Guadalcanal, Battle of (1942–43).The Guadalcanal campaign, unexcelled for sustained violence on land, sea, and in the air in World War II, lasted for six months: August 1942 to February 1943. The struggle arose because Adm. Ernest J. King countered a planned Japanese thrust down through the South Pacific to isolate Australia by initiating an offensive following the U.S. naval victory at the Battle of Midway. King targeted Guadalcanal, a jungle‐entangled island ninety miles long and twenty‐five miles wide in the Solomon Islands in the southern Pacific. Radio intelligence showed the Japanese planned to prepare an airfield there to intercept U.S. convoys to Australia. The landing by the 1st Marine Division achieved tactical and strategic surprise and seized the nearly completed airfield. Immediately thereafter, in the first of a series of dramatic reversals, a Japanese task force defeated Allied warships off Savo Island and forced the withdrawal of the transports. The Marines were left isolated.

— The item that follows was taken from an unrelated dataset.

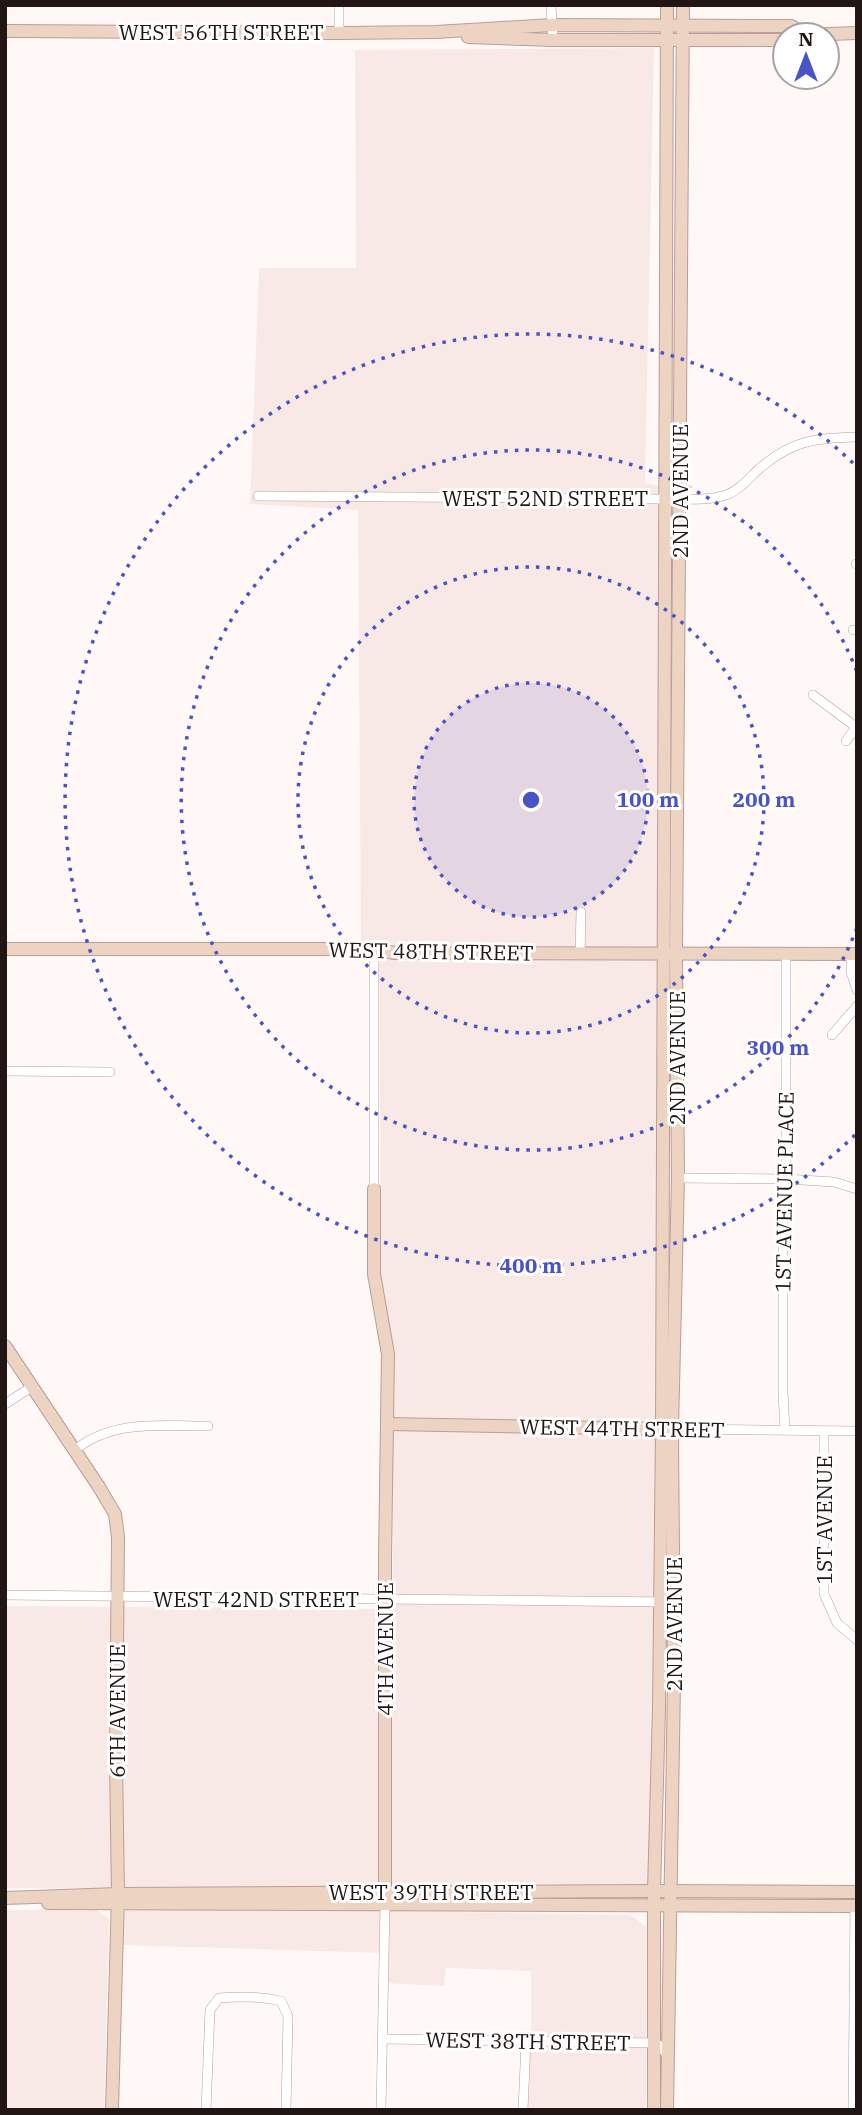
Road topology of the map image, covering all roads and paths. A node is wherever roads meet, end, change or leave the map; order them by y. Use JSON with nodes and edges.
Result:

The airfield, renamed Henderson Field and located in the northwest corner of Guadalcanal, proved a key to the campaign. From its runway, a conglomerate of Marine, navy, and army squadrons defended the local air space, eventually permitting resupply and reinforcement. Air attacks denied the Japanese daylight access to the island, and compelled them to resort to night runs by destroyers—dubbed the “Tokyo Express”—to reinforce and maintain their forces. Over the next three months, the Japanese sought to recapture Henderson Field with successive counterattacks. Each time, they were repulsed. Four U.S. divisions, two Marine and two army, successfully defeated the Japanese in bloody fighting.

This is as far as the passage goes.